SIEGEL: On health care, which was in the jurisdiction of the Senate Finance Committee, your committee, one columnist summed up your role, a couple of years ago, not approvingly, this way. He said, Obama took all of his political capital and let Max Baucus squander it. That was a reference to your attempt over many months to win some Republican support for the bill. In retrospect, was that a waste of time? And is it a cost of regret to you that you never (unintelligible)?
BAUCUS: Well, you know, let's get to the heart of the matter here. The heart of the matter is that I worked for two years prior to passage of that bill because I believe so strongly that it was necessary to get health care cost under better control to reform the health insurance industry and to help more people get health insurance. And man, oh, man, I worked on that because I believed in it. I believed in it very, very strongly. And I also believe that legislation that has broader support is more likely to survive.
So I worked hard to get some Republican support for it and with the president's approval. My, gosh, I have met at the White House a couple of times with the president with Republicans who are trying to get it passed, and after a while, Republicans started dropping off. And once I realized Republicans are dropping off for political reasons, then I pushed ahead to get the bill passed. And as you know, it passed the Senate it and it passed the House without one single Republican vote.
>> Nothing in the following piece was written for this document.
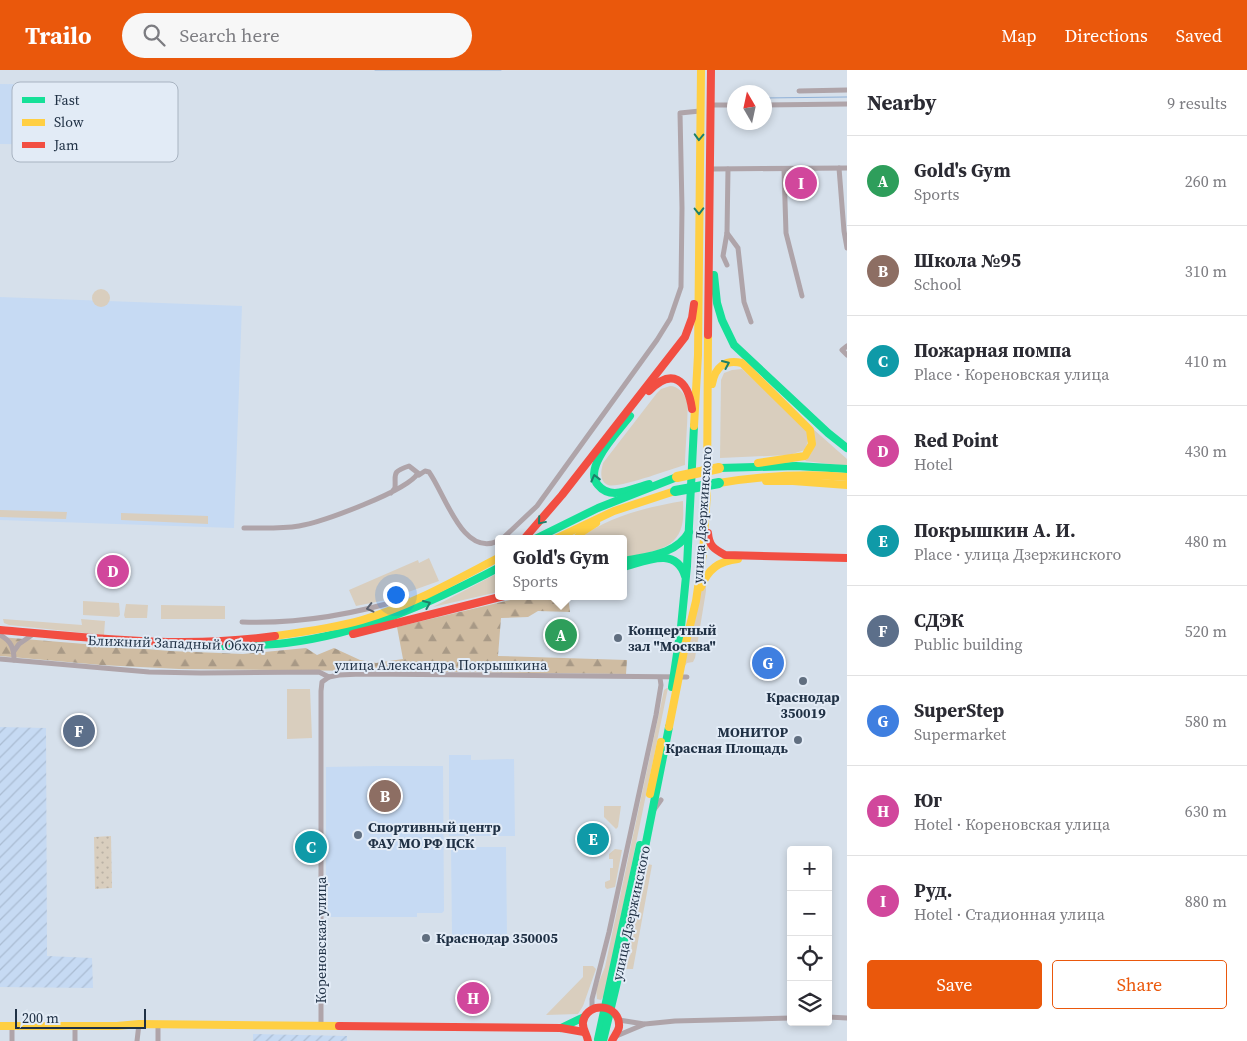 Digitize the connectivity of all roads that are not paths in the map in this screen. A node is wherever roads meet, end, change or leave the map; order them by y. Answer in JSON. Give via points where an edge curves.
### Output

BAUCUS: But man, I worked really hard on it, made sure it passed because I believe in it.
SIEGEL: In hindsight, if you'd known there would be no bipartisan support, could it all have happened six, eight months sooner than it did?
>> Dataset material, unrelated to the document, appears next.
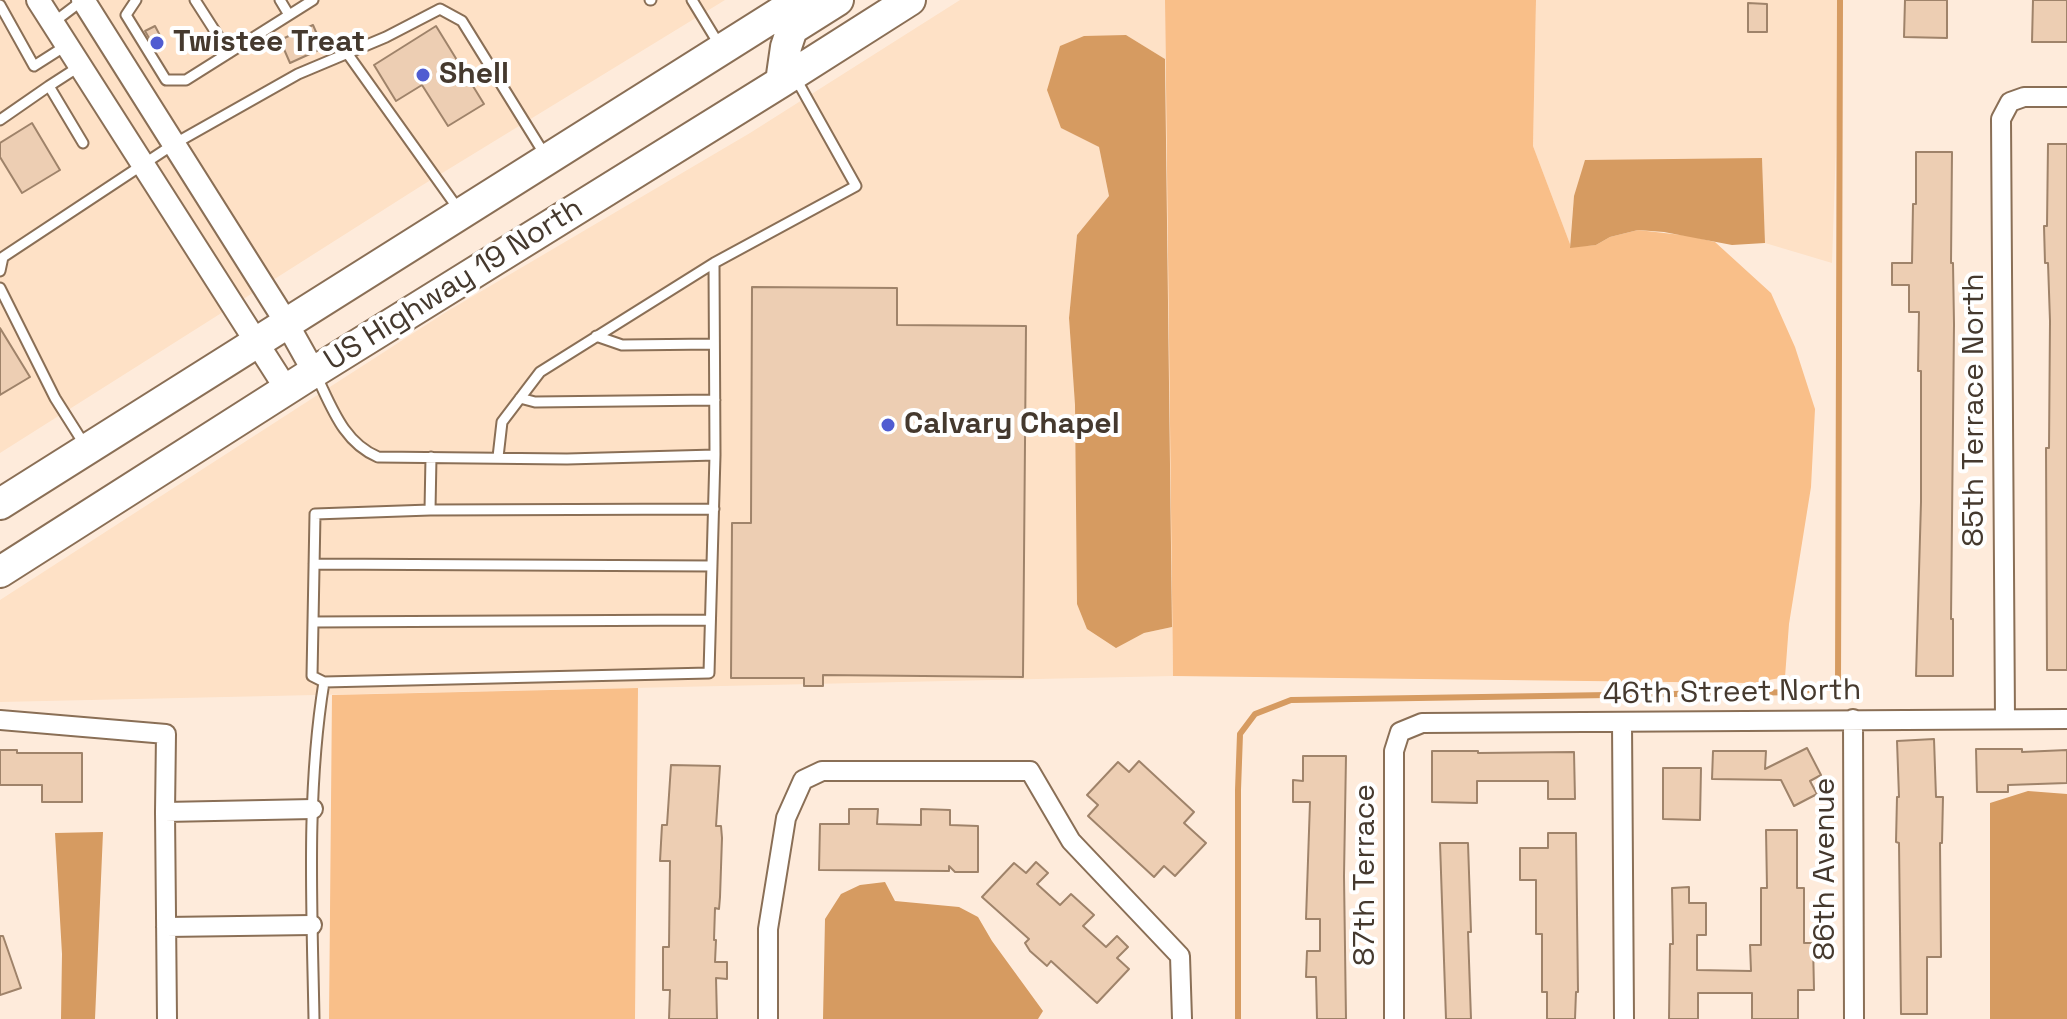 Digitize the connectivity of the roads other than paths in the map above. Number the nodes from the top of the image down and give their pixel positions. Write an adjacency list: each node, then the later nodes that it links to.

BAUCUS: You can't operate by hindsight. You never look in the rearview mirror. You do what you think is best at the time. And at the time, it's very clear to me that a bipartisan bill would have much stronger support. It'd be much better for the country.
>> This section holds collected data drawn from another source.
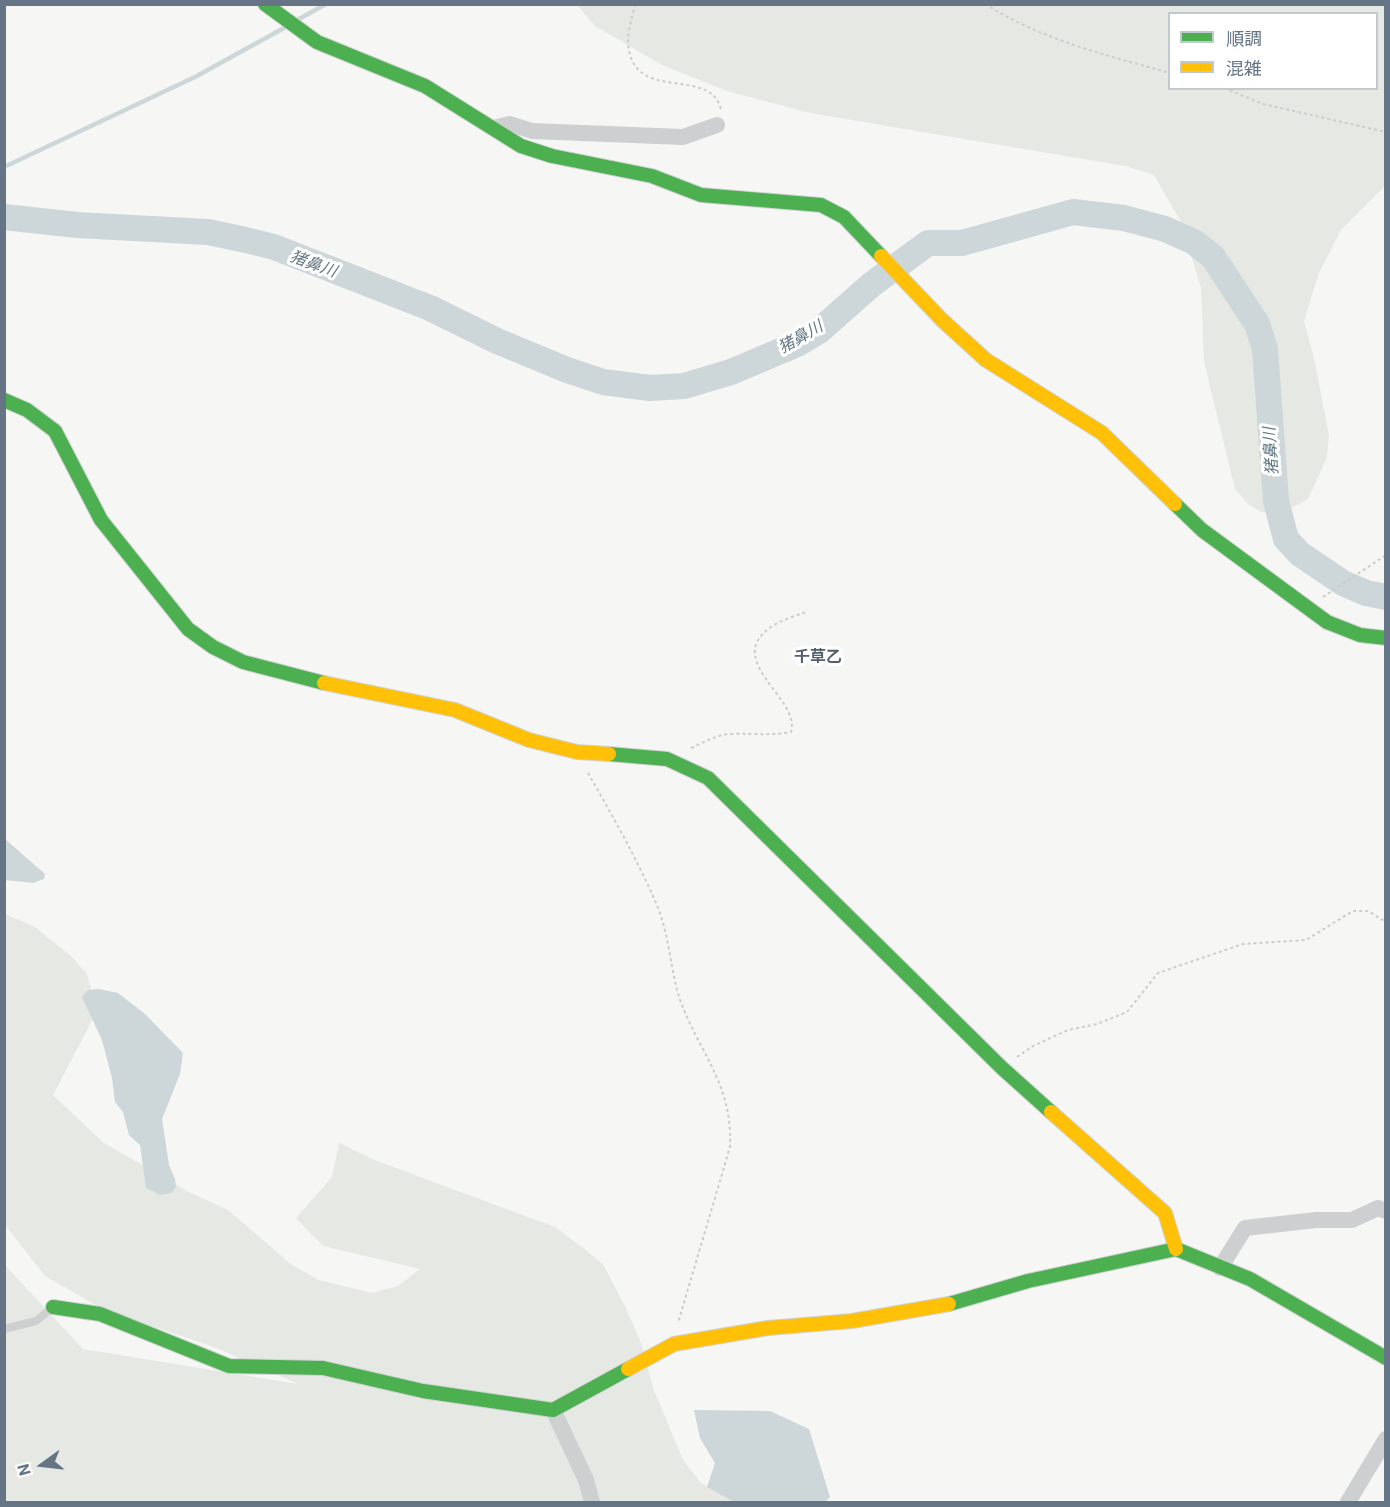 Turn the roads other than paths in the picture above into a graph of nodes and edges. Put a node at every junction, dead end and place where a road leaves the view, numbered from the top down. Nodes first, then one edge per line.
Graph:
1 (272, 8) edge
2 (717, 125) road end
3 (493, 129) junction
4 (4, 400) edge
5 (1386, 638) edge
6 (1386, 1211) edge
7 (1176, 1249) junction
8 (1220, 1268) junction
9 (53, 1307) joint
10 (4, 1329) edge
11 (1386, 1358) edge
12 (553, 1410) junction
13 (1386, 1439) edge
14 (592, 1503) edge
15 (1348, 1503) edge

1 - 3 street
2 - 3 street
3 - 5 street
4 - 7 street
6 - 8 street
7 - 8 street
7 - 12 street
8 - 11 street
9 - 10 lane
9 - 12 street
12 - 14 street
13 - 15 street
SIEGEL: On tax reform, you've spoken of working toward a simplify tax code. Tax expenditures are what a lot of ordinary taxpayers think of as deductions. Should they be casualties of a simplified reform tax system?
BAUCUS: Well, they should examine it very closely. Some of them are very difficult, but I think it's very important to put them all on the table that includes home mortgage interest deduction, includes state and local tax deduction, includes charitable deduction. There are a lot there that have been deeply embedded in the tax code and serve a lot of very important social purposes.
But over the years, the code has become so complex. It is, I think, very important to simplify it and help to raise some revenue. But we have to find a way to work together. It's very important to me to work together with members of both sides of the aisle.
SIEGEL: LegiStorm, an online database, according to The New York Times, found that - and I'm quoting virtually here - at least 28 aides who have worked for you have lobbied on tax issues during the Obama administration. And they say that's more than any other current member of Congress can claim. Is your office the epitome of the revolving door that critics of Washington are always complaining about?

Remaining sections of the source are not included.